By Carol Tannenhauser
A landlord at the center of a local political dispute claimed to be neutral in this year’s City Council race, but two $2,750 donations to a challenger calls that claim into question.
George Beane, the landlord at 2244 Broadway between 80th and 81st streets, brokered a deal between Birdbath Bakery, which was struggling to stay at the location, and the campaign of candidate Mel Wymore, who was looking for campaign office space. In the end, Wymore agreed to temporarily take the space, paying nothing in rent but giving Birdbath $616 a month to cover its utilities. Birdbath will pay $10 a month to hold the lease and will presumably take the space back after the campaign.
Current council member Helen Rosenthal has challenged the arrangement, saying it amounts to an undisclosed “in-kind” donation by the landlord worth “tens of thousands of dollars.” That donation, she says, has been hidden from the public.
Beane has said that Birdbath was struggling, and might have had to vacate the space were it not for Wymore’s acceptance of the deal. He says he was simply finding a way to allow a valued tenant to temporarily vacate the space to save some money. The Campaign Finance Board approved the arrangement contingent upon receiving certain certified documents. Wymore’s campaign says those documents have been provided.

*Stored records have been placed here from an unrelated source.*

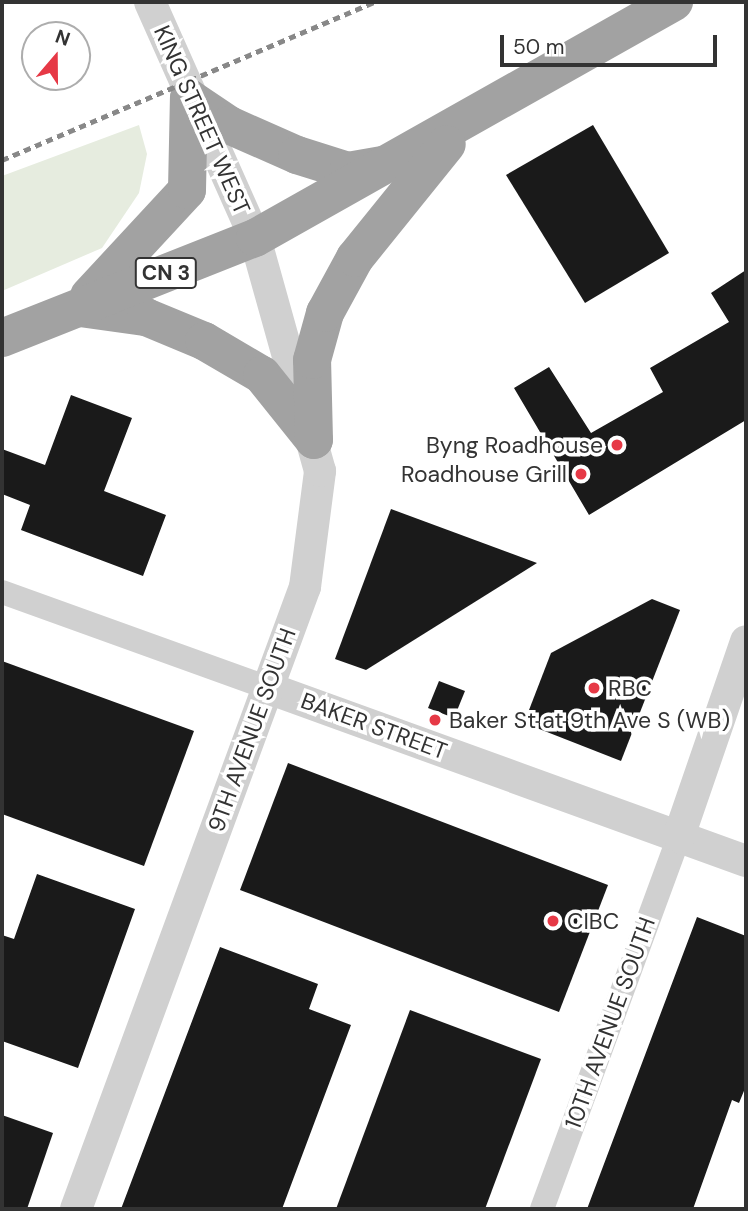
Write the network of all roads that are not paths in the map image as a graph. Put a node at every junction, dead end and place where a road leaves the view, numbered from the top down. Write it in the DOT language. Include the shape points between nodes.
graph roads {
  1 [pos="150,2"];
  2 [pos="674,2"];
  3 [pos="189,98"];
  4 [pos="466,123"];
  5 [pos="394,162"];
  6 [pos="255,239"];
  7 [pos="78,308"];
  8 [pos="2,338"];
  9 [pos="314,440"];
  10 [pos="2,592"];
  11 [pos="746,641"];
  12 [pos="268,688"];
  13 [pos="679,836"];
  14 [pos="746,861"];
  15 [pos="76,1209"];
  16 [pos="541,1209"];
  1 -- 3 [label="street, KING STREET WEST"];
  2 -- 4 [label="highway, CN 3"];
  3 -- 5 [label="highway" via="229,125 348,171"];
  3 -- 6 [label="street, KING STREET WEST"];
  3 -- 7 [label="highway" via="187,190"];
  4 -- 5 [label="highway, CN 3"];
  4 -- 9 [label="highway" via="400,197 325,313 312,360"];
  5 -- 6 [label="highway, CN 3"];
  6 -- 7 [label="highway, CN 3"];
  6 -- 9 [label="street, 9TH AVENUE SOUTH"];
  7 -- 8 [label="highway, CN 3"];
  7 -- 9 [label="highway" via="146,317 204,341 262,375"];
  9 -- 12 [label="street, 9TH AVENUE SOUTH" via="320,471 305,587"];
  10 -- 12 [label="street, BAKER STREET"];
  11 -- 13 [label="street"];
  12 -- 13 [label="street, BAKER STREET"];
  12 -- 15 [label="street, 9TH AVENUE SOUTH"];
  13 -- 14 [label="street, BAKER STREET"];
  13 -- 16 [label="street, 10TH AVENUE SOUTH"];
}
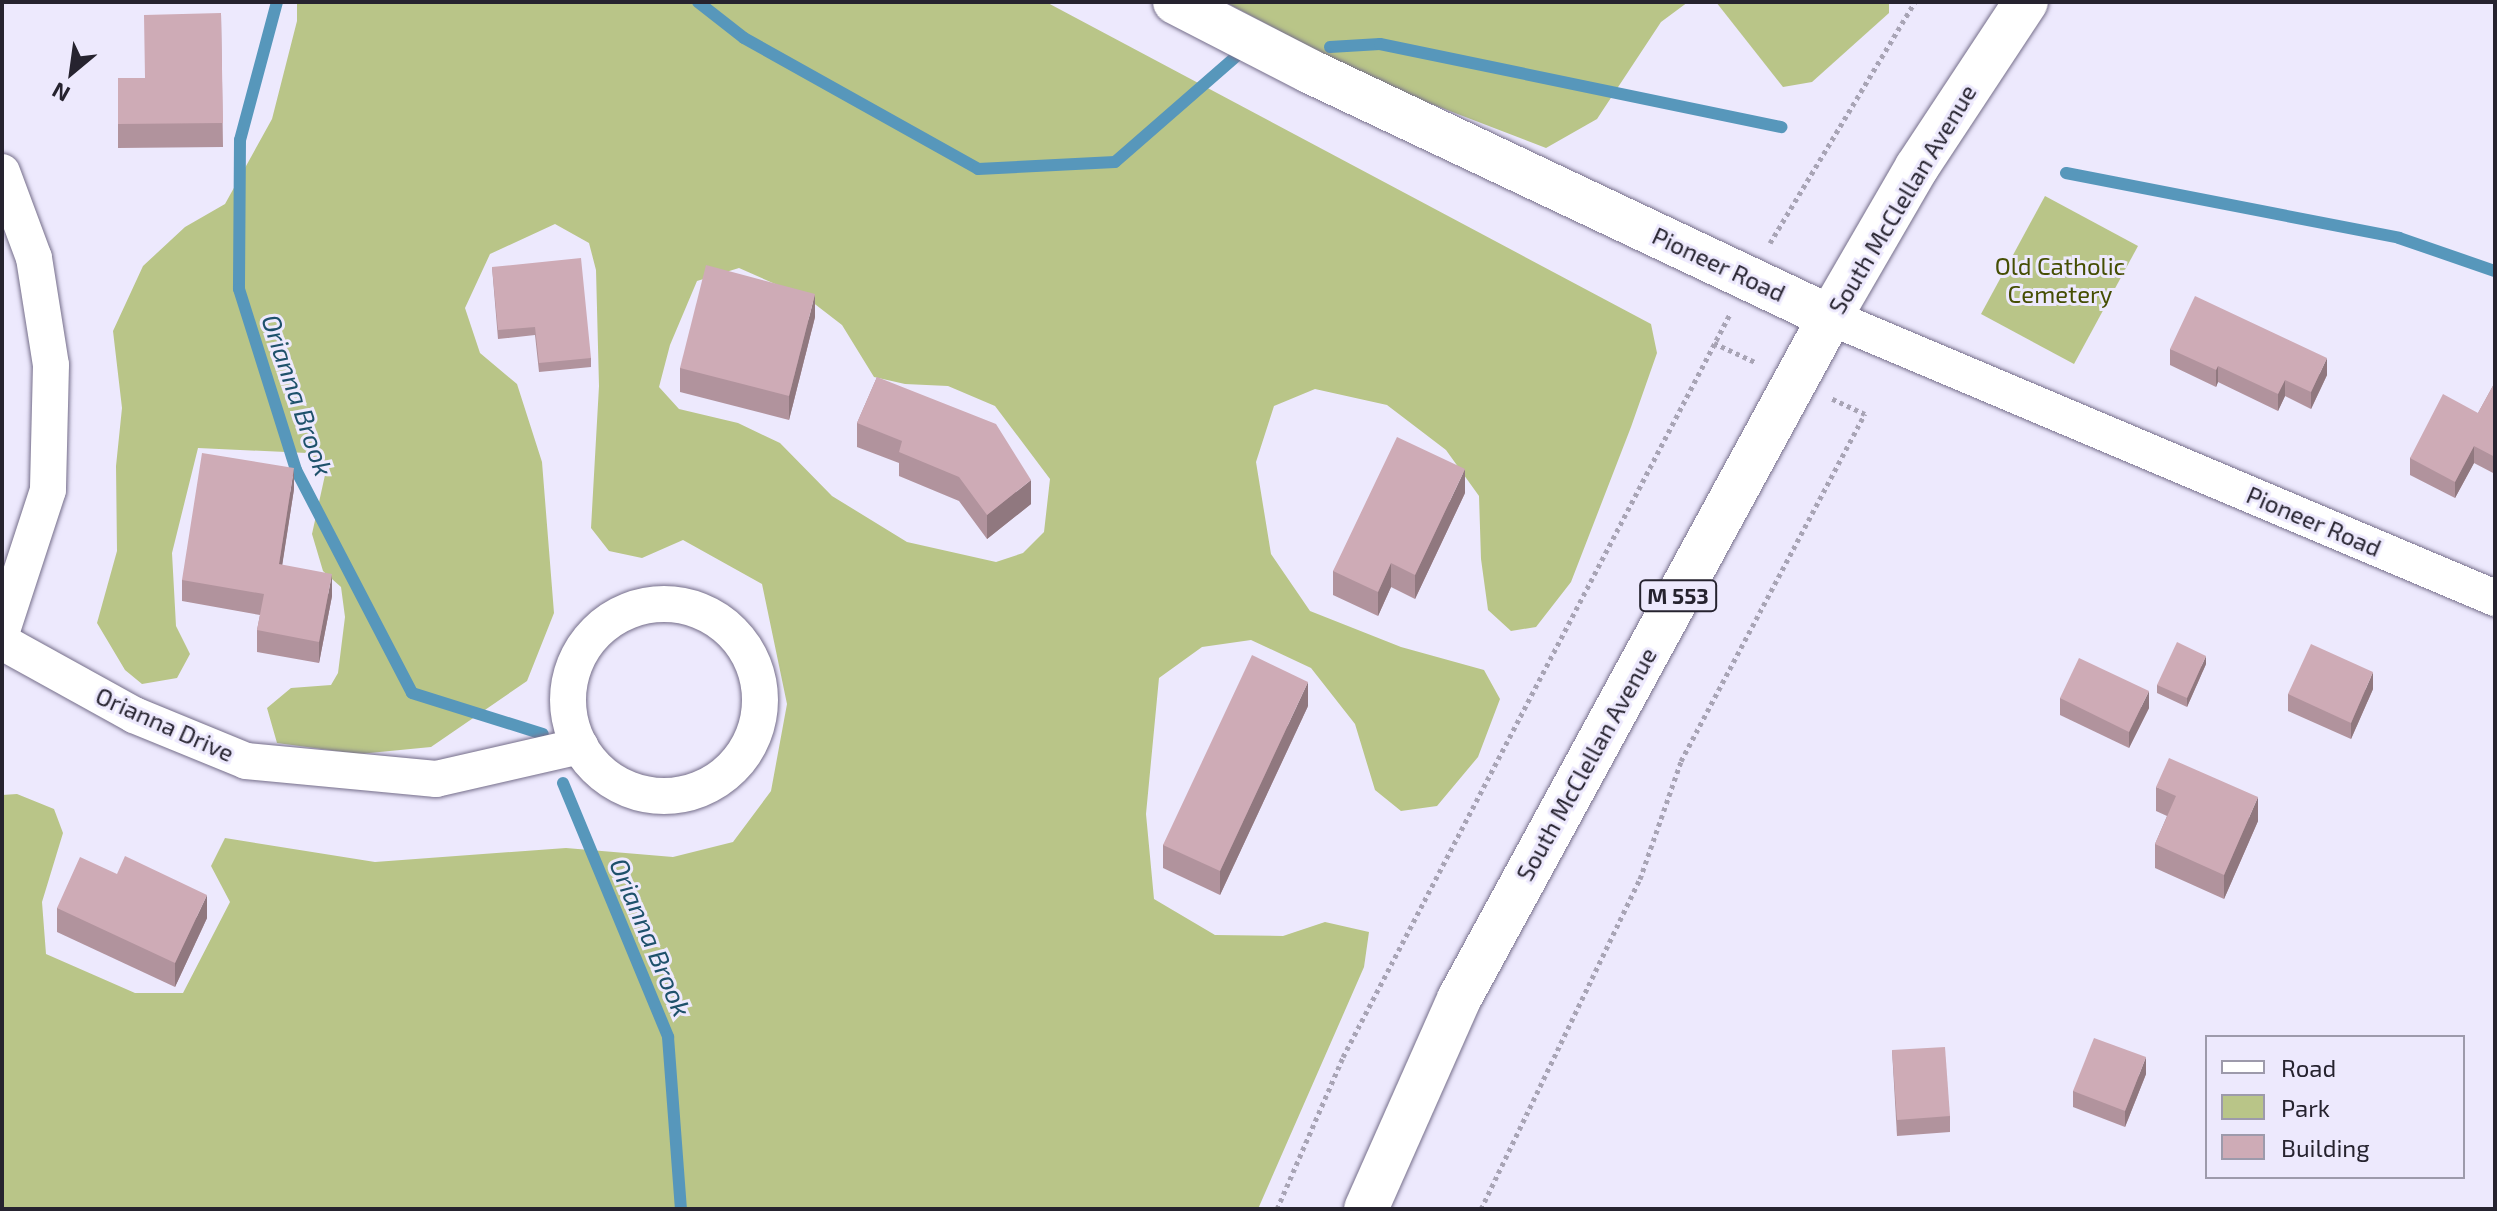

Beane also told us last week that he doesn’t presently back either candidate, and isn’t sure who he’ll vote for. “I don’t have a stake in either candidate,” he said. However, campaign finance records show that he has given the maximum allowable amount to Wymore’s campaign — $2,750. He also gave $2,750 to Wymore’s unsuccessful 2013 campaign. Asked about his financial support for Wymore, he told us in an email that “Mel was an effective Community Board 7 chair and a person of integrity. I’ve supported Gale Brewer, too, and think she has integrity. I don’t agree with either of them on certain issues.”
Rosenthal has filed a complaint with the Campaign Finance Board. “Claiming that, because space is empty and has a market value of $0, is absurd on its face and completely violates both the spirit and letter of campaign finance law,” she wrote. “Why couldn’t anyone then assign a market value of $0 to anything to get away with excessive in-kind contributions?”
Since Beane has already “maxed out” his allowable contributions to the Wymore campaign, were this ruled to be an “in-kind contribution,” he would have exceeded allowable limits, Rosenthal noted.
A spokesman from Wymore’s office, Dan Gleick, sees it differently. “In this case, Mel found an innovative win-win-win solution that will help save a fantastic local business which needed a break on its rent, and help a responsible landlord keep a tenant he loves. Believe me, our staff and volunteers wish the pretzel croissants and kale salads were still around, but saving this location for Birdbath in the long run is worth it.”
Will Beane’s support for Wymore impact the Campaign Finance Board’s ruling in the matter? We contacted the Campaign Finance Board for clarification on this matter. Their response was, “It is agency policy not to comment on complaints. Sorry.”